Nothing after the line with "Digitize the connectivity" belongs in the copy; extract the lines below from the top through that line, pictures left out.

<<<<

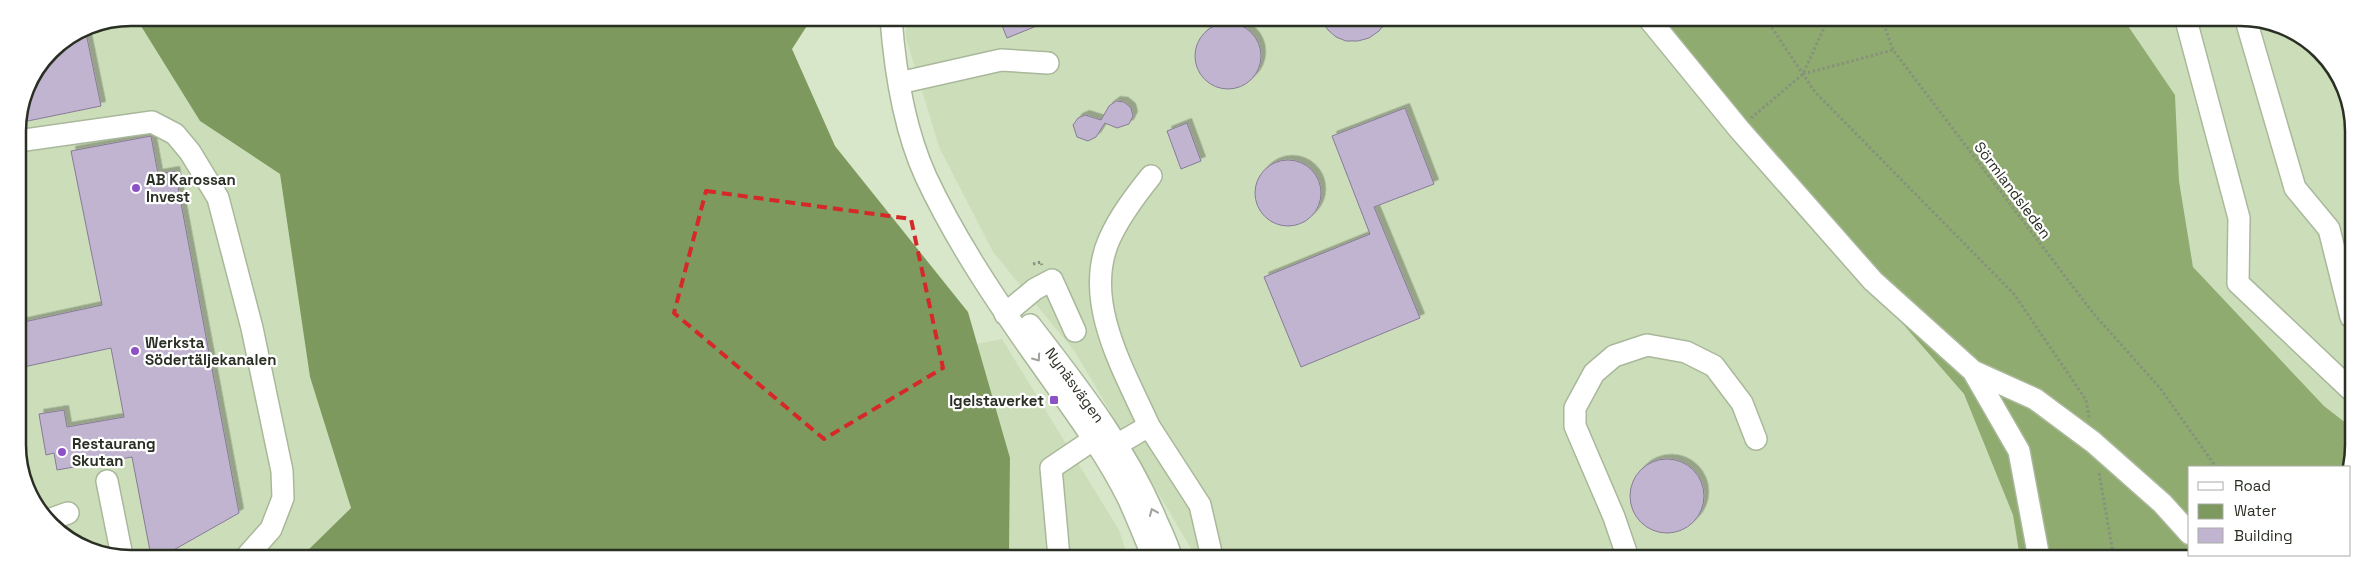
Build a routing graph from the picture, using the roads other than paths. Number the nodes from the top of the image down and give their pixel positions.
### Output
1 (892, 26) edge
2 (1655, 26) edge
3 (2188, 26) edge
4 (2248, 26) edge
5 (1048, 63) dead end
6 (899, 84) junction
7 (26, 140) edge
8 (1151, 176) dead end
9 (2345, 293) edge
10 (1010, 310) junction
11 (1075, 331) dead end
12 (1973, 371) junction
13 (2345, 384) edge
14 (1149, 426) junction
15 (1756, 439) dead end
16 (1105, 442) junction
17 (107, 481) dead end
18 (68, 514) dead end
19 (56, 518) edge
20 (2188, 532) edge
21 (121, 549) edge
22 (252, 550) edge
23 (1059, 550) edge
24 (1150, 550) edge
25 (1168, 550) edge
26 (1210, 550) edge
27 (1625, 550) edge
28 (2038, 550) edge

1 - 6 street, Nynäsvägen
2 - 12 street
3 - 13 street
4 - 9 street
5 - 6 street
6 - 10 street, Nynäsvägen
7 - 22 street
8 - 14 street
10 - 11 street
10 - 16 street, Nynäsvägen
12 - 20 street
12 - 28 street
14 - 16 street
14 - 26 street
15 - 27 street
16 - 23 street
16 - 24 street, Nynäsvägen
25 -> 16 street, Nynäsvägen
17 - 21 street
18 - 19 street

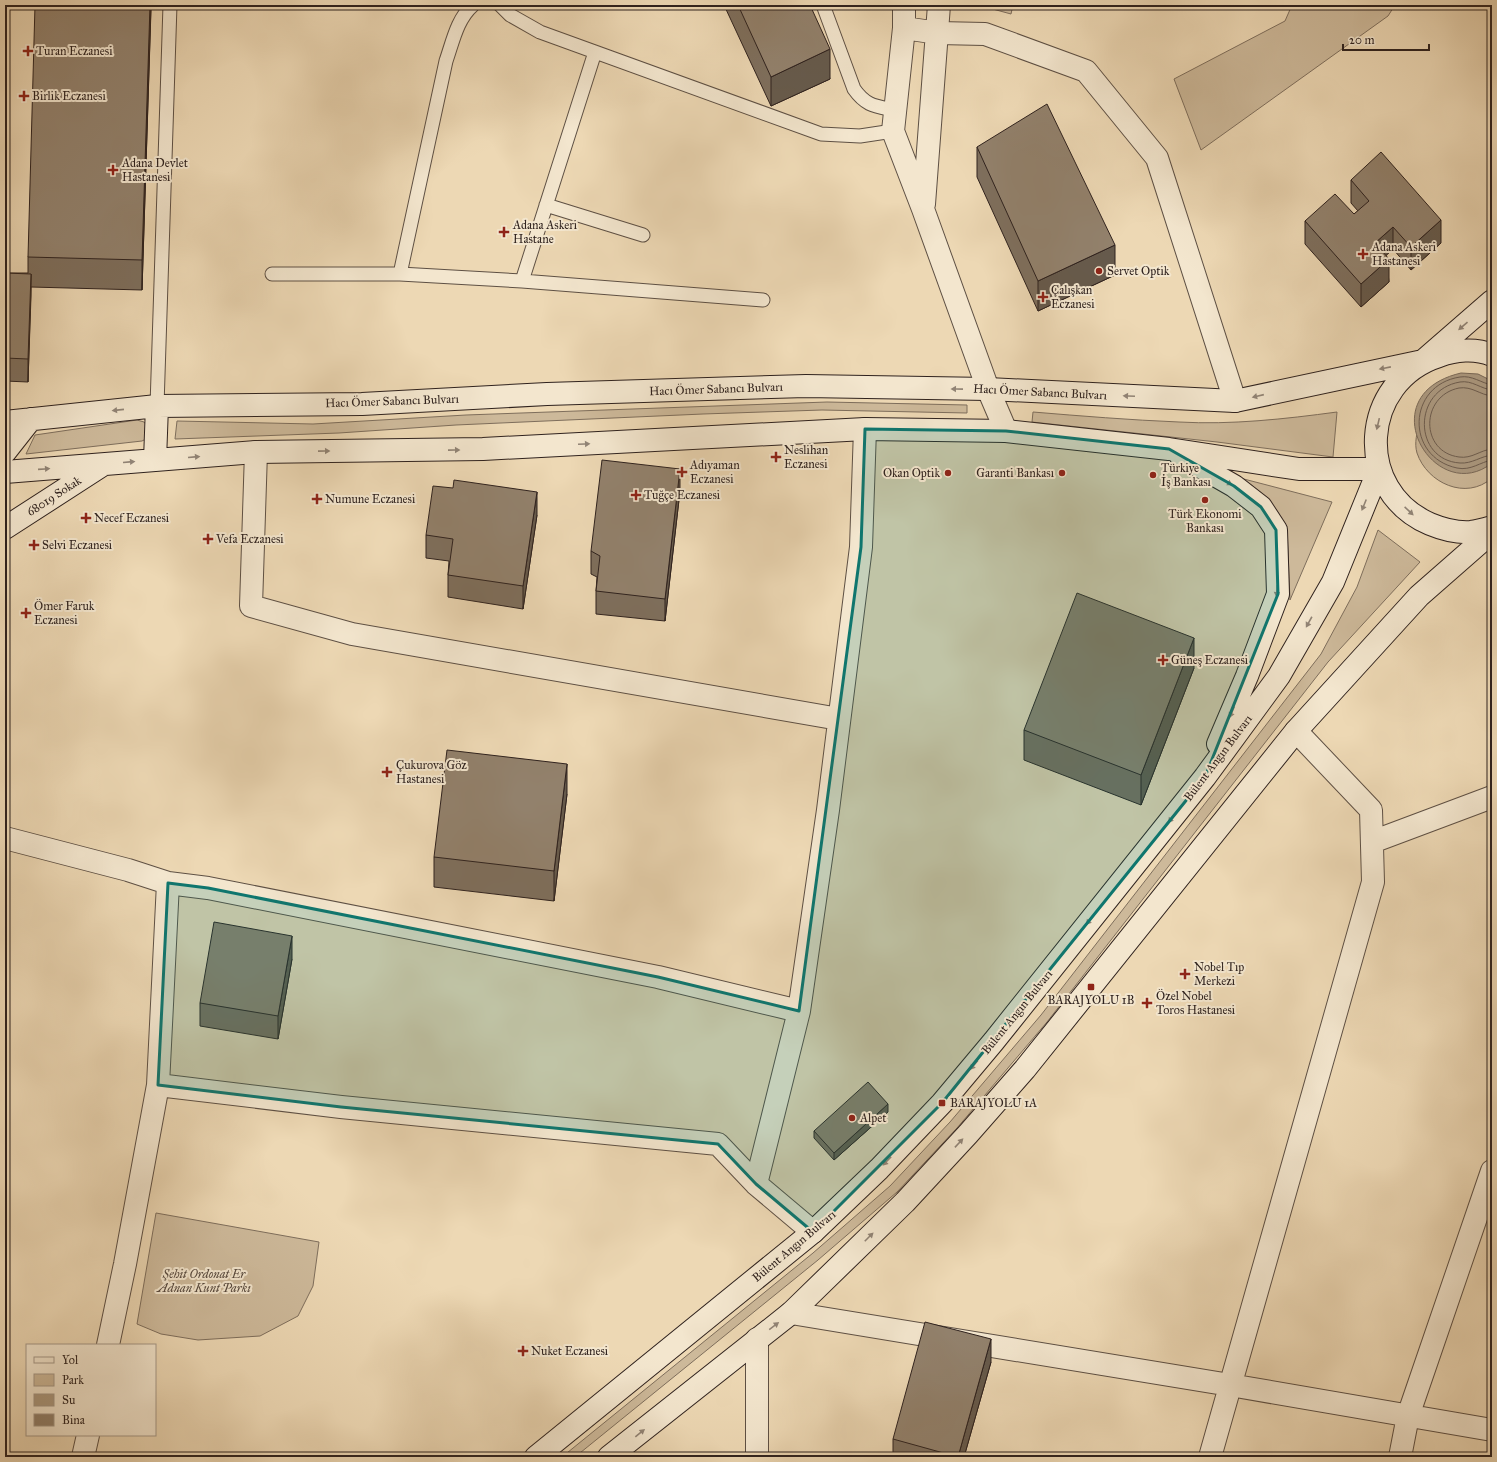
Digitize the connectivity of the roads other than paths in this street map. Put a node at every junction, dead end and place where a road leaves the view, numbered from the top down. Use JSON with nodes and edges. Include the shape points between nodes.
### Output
{"nodes":[{"id":1,"x":170,"y":5,"type":"edge"},
{"id":2,"x":473,"y":5,"type":"edge"},
{"id":3,"x":500,"y":5,"type":"edge"},
{"id":4,"x":823,"y":5,"type":"edge"},
{"id":5,"x":904,"y":5,"type":"edge"},
{"id":6,"x":940,"y":5,"type":"edge"},
{"id":7,"x":904,"y":28,"type":"junction"},
{"id":8,"x":938,"y":33,"type":"junction"},
{"id":9,"x":595,"y":52,"type":"junction"},
{"id":10,"x":894,"y":121,"type":"junction"},
{"id":11,"x":546,"y":205,"type":"junction"},
{"id":12,"x":923,"y":209,"type":"junction"},
{"id":13,"x":644,"y":234,"type":"dead end"},
{"id":14,"x":272,"y":274,"type":"dead end"},
{"id":15,"x":400,"y":274,"type":"junction"},
{"id":16,"x":522,"y":281,"type":"junction"},
{"id":17,"x":763,"y":300,"type":"dead end"},
{"id":18,"x":1492,"y":300,"type":"edge"},
{"id":19,"x":1492,"y":355,"type":"edge"},
{"id":20,"x":1423,"y":361,"type":"junction"},
{"id":21,"x":988,"y":389,"type":"junction"},
{"id":22,"x":1235,"y":401,"type":"junction"},
{"id":23,"x":157,"y":406,"type":"junction"},
{"id":24,"x":31,"y":419,"type":"junction"},
{"id":25,"x":5,"y":422,"type":"edge"},
{"id":26,"x":864,"y":429,"type":"junction"},
{"id":27,"x":1006,"y":431,"type":"junction"},
{"id":28,"x":1169,"y":449,"type":"junction"},
{"id":29,"x":5,"y":452,"type":"edge"},
{"id":30,"x":256,"y":452,"type":"junction"},
{"id":31,"x":155,"y":460,"type":"junction"},
{"id":32,"x":104,"y":464,"type":"junction"},
{"id":33,"x":1379,"y":469,"type":"junction"},
{"id":34,"x":5,"y":472,"type":"edge"},
{"id":35,"x":5,"y":528,"type":"edge"},
{"id":36,"x":1492,"y":528,"type":"edge"},
{"id":37,"x":1492,"y":532,"type":"edge"},
{"id":38,"x":839,"y":719,"type":"junction"},
{"id":39,"x":1296,"y":731,"type":"junction"},
{"id":40,"x":1205,"y":777,"type":"junction"},
{"id":41,"x":1492,"y":797,"type":"edge"},
{"id":42,"x":5,"y":838,"type":"edge"},
{"id":43,"x":1372,"y":842,"type":"junction"},
{"id":44,"x":168,"y":883,"type":"junction"},
{"id":45,"x":799,"y":1011,"type":"junction"},
{"id":46,"x":158,"y":1085,"type":"junction"},
{"id":47,"x":1492,"y":1171,"type":"edge"},
{"id":48,"x":756,"y":1184,"type":"junction"},
{"id":49,"x":813,"y":1232,"type":"junction"},
{"id":50,"x":791,"y":1313,"type":"junction"},
{"id":51,"x":757,"y":1339,"type":"junction"},
{"id":52,"x":108,"y":1344,"type":"edge"},
{"id":53,"x":1230,"y":1384,"type":"junction"},
{"id":54,"x":1408,"y":1416,"type":"junction"},
{"id":55,"x":1492,"y":1430,"type":"edge"},
{"id":56,"x":88,"y":1436,"type":"edge"},
{"id":57,"x":83,"y":1457,"type":"edge"},
{"id":58,"x":536,"y":1457,"type":"edge"},
{"id":59,"x":609,"y":1457,"type":"edge"},
{"id":60,"x":757,"y":1457,"type":"edge"},
{"id":61,"x":1210,"y":1457,"type":"edge"},
{"id":62,"x":1400,"y":1457,"type":"edge"}],
"edges":[{"from":1,"to":23,"type":"lane"},
{"from":2,"to":15,"type":"lane","via":[[466,11],[457,27],[446,61]]},
{"from":3,"to":9,"type":"lane","via":[[510,15],[540,32]]},
{"from":4,"to":10,"type":"lane","via":[[854,89],[861,100]]},
{"from":5,"to":7,"type":"street"},
{"from":6,"to":8,"type":"street"},
{"from":7,"to":8,"type":"street"},
{"from":7,"to":10,"type":"street"},
{"from":8,"to":12,"type":"street"},
{"from":8,"to":22,"type":"street","via":[[985,34],[1086,71],[1157,158]]},
{"from":9,"to":10,"type":"lane","via":[[821,134],[860,136]]},
{"from":9,"to":11,"type":"lane"},
{"from":10,"to":12,"type":"street"},
{"from":11,"to":13,"type":"lane"},
{"from":11,"to":16,"type":"lane"},
{"from":12,"to":21,"type":"street"},
{"from":14,"to":15,"type":"lane"},
{"from":15,"to":16,"type":"lane"},
{"from":16,"to":17,"type":"lane"},
{"from":18,"to":20,"type":"street","one_way":true},
{"from":19,"to":20,"type":"street","via":[[1485,352],[1453,351]]},
{"from":20,"to":22,"type":"street","name":"Hacı Ömer Sabancı Bulvarı","one_way":true},
{"from":20,"to":33,"type":"street","one_way":true,"via":[[1398,380],[1382,407],[1375,437]]},
{"from":22,"to":21,"type":"street","name":"Hacı Ömer Sabancı Bulvarı","one_way":true},
{"from":21,"to":23,"type":"street","name":"Hacı Ömer Sabancı Bulvarı","one_way":true,"via":[[806,386],[547,394],[362,404]]},
{"from":21,"to":27,"type":"street"},
{"from":23,"to":24,"type":"street","name":"Hacı Ömer Sabancı Bulvarı","one_way":true},
{"from":23,"to":31,"type":"street"},
{"from":24,"to":25,"type":"street","name":"Hacı Ömer Sabancı Bulvarı"},
{"from":24,"to":29,"type":"street"},
{"from":26,"to":27,"type":"street"},
{"from":30,"to":26,"type":"street","one_way":true,"via":[[483,449]]},
{"from":26,"to":38,"type":"street","via":[[861,547]]},
{"from":27,"to":28,"type":"street"},
{"from":28,"to":33,"type":"street","via":[[1299,469]]},
{"from":28,"to":40,"type":"street","one_way":true,"via":[[1234,486],[1261,507],[1276,530],[1278,594]]},
{"from":31,"to":30,"type":"street","one_way":true},
{"from":30,"to":38,"type":"street","via":[[251,606],[352,634]]},
{"from":32,"to":31,"type":"street","one_way":true},
{"from":34,"to":32,"type":"street","one_way":true},
{"from":32,"to":35,"type":"street","name":"68019 Sokak"},
{"from":33,"to":36,"type":"street","one_way":true,"via":[[1393,496],[1416,518],[1443,529],[1471,532]]},
{"from":33,"to":40,"type":"street","name":"Bülent Angın Bulvarı","one_way":true,"via":[[1332,582],[1283,670]]},
{"from":37,"to":39,"type":"street","via":[[1419,596]]},
{"from":38,"to":45,"type":"street"},
{"from":39,"to":43,"type":"street","via":[[1371,810]]},
{"from":50,"to":39,"type":"street","one_way":true,"via":[[904,1202],[968,1134],[1020,1074]]},
{"from":40,"to":49,"type":"street","name":"Bülent Angın Bulvarı","one_way":true,"via":[[942,1103],[879,1169]]},
{"from":41,"to":43,"type":"street"},
{"from":42,"to":44,"type":"street"},
{"from":43,"to":53,"type":"street","via":[[1373,882]]},
{"from":44,"to":45,"type":"street","via":[[208,888],[650,976]]},
{"from":44,"to":46,"type":"street"},
{"from":45,"to":48,"type":"street"},
{"from":46,"to":48,"type":"street","via":[[341,1107],[718,1144]]},
{"from":46,"to":52,"type":"street"},
{"from":47,"to":54,"type":"street"},
{"from":48,"to":49,"type":"street"},
{"from":49,"to":58,"type":"street","name":"Bülent Angın Bulvarı"},
{"from":51,"to":50,"type":"street","one_way":true},
{"from":50,"to":53,"type":"street"},
{"from":59,"to":51,"type":"street","one_way":true},
{"from":51,"to":60,"type":"street"},
{"from":53,"to":54,"type":"street"},
{"from":53,"to":61,"type":"street"},
{"from":54,"to":55,"type":"street"},
{"from":54,"to":62,"type":"street"},
{"from":56,"to":57,"type":"street"}]}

>>>>

# RESULT BELOW
Build a routing graph from the picture, using the roads other than paths. Number the nodes from the top of the image down and give their pixel positions.
### Output
1 (892, 26) edge
2 (1655, 26) edge
3 (2188, 26) edge
4 (2248, 26) edge
5 (1048, 63) dead end
6 (899, 84) junction
7 (26, 140) edge
8 (1151, 176) dead end
9 (2345, 293) edge
10 (1010, 310) junction
11 (1075, 331) dead end
12 (1973, 371) junction
13 (2345, 384) edge
14 (1149, 426) junction
15 (1756, 439) dead end
16 (1105, 442) junction
17 (107, 481) dead end
18 (68, 514) dead end
19 (56, 518) edge
20 (2188, 532) edge
21 (121, 549) edge
22 (252, 550) edge
23 (1059, 550) edge
24 (1150, 550) edge
25 (1168, 550) edge
26 (1210, 550) edge
27 (1625, 550) edge
28 (2038, 550) edge

1 - 6 street, Nynäsvägen
2 - 12 street
3 - 13 street
4 - 9 street
5 - 6 street
6 - 10 street, Nynäsvägen
7 - 22 street
8 - 14 street
10 - 11 street
10 - 16 street, Nynäsvägen
12 - 20 street
12 - 28 street
14 - 16 street
14 - 26 street
15 - 27 street
16 - 23 street
16 - 24 street, Nynäsvägen
25 -> 16 street, Nynäsvägen
17 - 21 street
18 - 19 street

Digitize the connectivity of the roads other than paths in this street map. Put a node at every junction, dead end and place where a road leaves the view, numbered from the top down. Use JSON with nodes and edges. Include the shape points between nodes.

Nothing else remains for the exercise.